(Saved data entries)
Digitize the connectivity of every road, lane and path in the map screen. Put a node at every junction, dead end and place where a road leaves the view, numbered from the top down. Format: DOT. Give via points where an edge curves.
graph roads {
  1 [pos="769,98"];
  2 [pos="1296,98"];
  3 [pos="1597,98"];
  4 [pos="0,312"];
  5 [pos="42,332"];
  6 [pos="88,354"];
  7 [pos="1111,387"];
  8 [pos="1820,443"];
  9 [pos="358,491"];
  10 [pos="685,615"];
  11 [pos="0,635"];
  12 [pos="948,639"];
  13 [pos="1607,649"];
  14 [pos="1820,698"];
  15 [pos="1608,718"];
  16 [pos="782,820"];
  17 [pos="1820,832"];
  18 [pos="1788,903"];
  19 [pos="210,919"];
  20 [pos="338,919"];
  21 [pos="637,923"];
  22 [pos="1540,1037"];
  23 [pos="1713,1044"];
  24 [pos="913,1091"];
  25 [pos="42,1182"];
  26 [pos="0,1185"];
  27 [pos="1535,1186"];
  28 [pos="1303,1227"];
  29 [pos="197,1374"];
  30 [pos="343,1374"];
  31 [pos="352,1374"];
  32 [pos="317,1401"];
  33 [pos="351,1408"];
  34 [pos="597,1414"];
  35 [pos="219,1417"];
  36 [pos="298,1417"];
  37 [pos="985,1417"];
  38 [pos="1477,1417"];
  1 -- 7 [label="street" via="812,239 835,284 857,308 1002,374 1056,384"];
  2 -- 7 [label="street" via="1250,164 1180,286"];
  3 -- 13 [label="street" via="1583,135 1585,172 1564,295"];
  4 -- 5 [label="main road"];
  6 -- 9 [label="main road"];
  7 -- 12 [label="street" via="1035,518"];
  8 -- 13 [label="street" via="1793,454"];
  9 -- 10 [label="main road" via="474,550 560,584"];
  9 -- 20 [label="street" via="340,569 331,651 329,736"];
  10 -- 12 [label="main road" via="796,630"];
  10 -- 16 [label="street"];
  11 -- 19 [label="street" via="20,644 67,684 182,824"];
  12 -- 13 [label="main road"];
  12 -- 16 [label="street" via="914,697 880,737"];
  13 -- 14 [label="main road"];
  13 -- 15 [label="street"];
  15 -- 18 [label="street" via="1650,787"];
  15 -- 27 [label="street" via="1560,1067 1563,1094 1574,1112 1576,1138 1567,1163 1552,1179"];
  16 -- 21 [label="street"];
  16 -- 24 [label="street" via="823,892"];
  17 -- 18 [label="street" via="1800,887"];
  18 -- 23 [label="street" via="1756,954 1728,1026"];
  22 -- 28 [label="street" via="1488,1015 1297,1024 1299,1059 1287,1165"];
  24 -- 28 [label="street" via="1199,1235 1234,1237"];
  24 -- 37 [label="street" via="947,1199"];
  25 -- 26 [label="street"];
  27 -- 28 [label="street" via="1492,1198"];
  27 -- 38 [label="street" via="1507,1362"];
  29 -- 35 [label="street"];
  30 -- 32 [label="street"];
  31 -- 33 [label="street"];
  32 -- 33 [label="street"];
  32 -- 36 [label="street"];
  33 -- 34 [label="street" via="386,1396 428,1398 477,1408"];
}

Exercise description: Return every record above exactly as written.

Task answer:
Digitize the connectivity of every road, lane and path in the map screen. Put a node at every junction, dead end and place where a road leaves the view, numbered from the top down. Format: DOT. Give via points where an edge curves.
graph roads {
  1 [pos="769,98"];
  2 [pos="1296,98"];
  3 [pos="1597,98"];
  4 [pos="0,312"];
  5 [pos="42,332"];
  6 [pos="88,354"];
  7 [pos="1111,387"];
  8 [pos="1820,443"];
  9 [pos="358,491"];
  10 [pos="685,615"];
  11 [pos="0,635"];
  12 [pos="948,639"];
  13 [pos="1607,649"];
  14 [pos="1820,698"];
  15 [pos="1608,718"];
  16 [pos="782,820"];
  17 [pos="1820,832"];
  18 [pos="1788,903"];
  19 [pos="210,919"];
  20 [pos="338,919"];
  21 [pos="637,923"];
  22 [pos="1540,1037"];
  23 [pos="1713,1044"];
  24 [pos="913,1091"];
  25 [pos="42,1182"];
  26 [pos="0,1185"];
  27 [pos="1535,1186"];
  28 [pos="1303,1227"];
  29 [pos="197,1374"];
  30 [pos="343,1374"];
  31 [pos="352,1374"];
  32 [pos="317,1401"];
  33 [pos="351,1408"];
  34 [pos="597,1414"];
  35 [pos="219,1417"];
  36 [pos="298,1417"];
  37 [pos="985,1417"];
  38 [pos="1477,1417"];
  1 -- 7 [label="street" via="812,239 835,284 857,308 1002,374 1056,384"];
  2 -- 7 [label="street" via="1250,164 1180,286"];
  3 -- 13 [label="street" via="1583,135 1585,172 1564,295"];
  4 -- 5 [label="main road"];
  6 -- 9 [label="main road"];
  7 -- 12 [label="street" via="1035,518"];
  8 -- 13 [label="street" via="1793,454"];
  9 -- 10 [label="main road" via="474,550 560,584"];
  9 -- 20 [label="street" via="340,569 331,651 329,736"];
  10 -- 12 [label="main road" via="796,630"];
  10 -- 16 [label="street"];
  11 -- 19 [label="street" via="20,644 67,684 182,824"];
  12 -- 13 [label="main road"];
  12 -- 16 [label="street" via="914,697 880,737"];
  13 -- 14 [label="main road"];
  13 -- 15 [label="street"];
  15 -- 18 [label="street" via="1650,787"];
  15 -- 27 [label="street" via="1560,1067 1563,1094 1574,1112 1576,1138 1567,1163 1552,1179"];
  16 -- 21 [label="street"];
  16 -- 24 [label="street" via="823,892"];
  17 -- 18 [label="street" via="1800,887"];
  18 -- 23 [label="street" via="1756,954 1728,1026"];
  22 -- 28 [label="street" via="1488,1015 1297,1024 1299,1059 1287,1165"];
  24 -- 28 [label="street" via="1199,1235 1234,1237"];
  24 -- 37 [label="street" via="947,1199"];
  25 -- 26 [label="street"];
  27 -- 28 [label="street" via="1492,1198"];
  27 -- 38 [label="street" via="1507,1362"];
  29 -- 35 [label="street"];
  30 -- 32 [label="street"];
  31 -- 33 [label="street"];
  32 -- 33 [label="street"];
  32 -- 36 [label="street"];
  33 -- 34 [label="street" via="386,1396 428,1398 477,1408"];
}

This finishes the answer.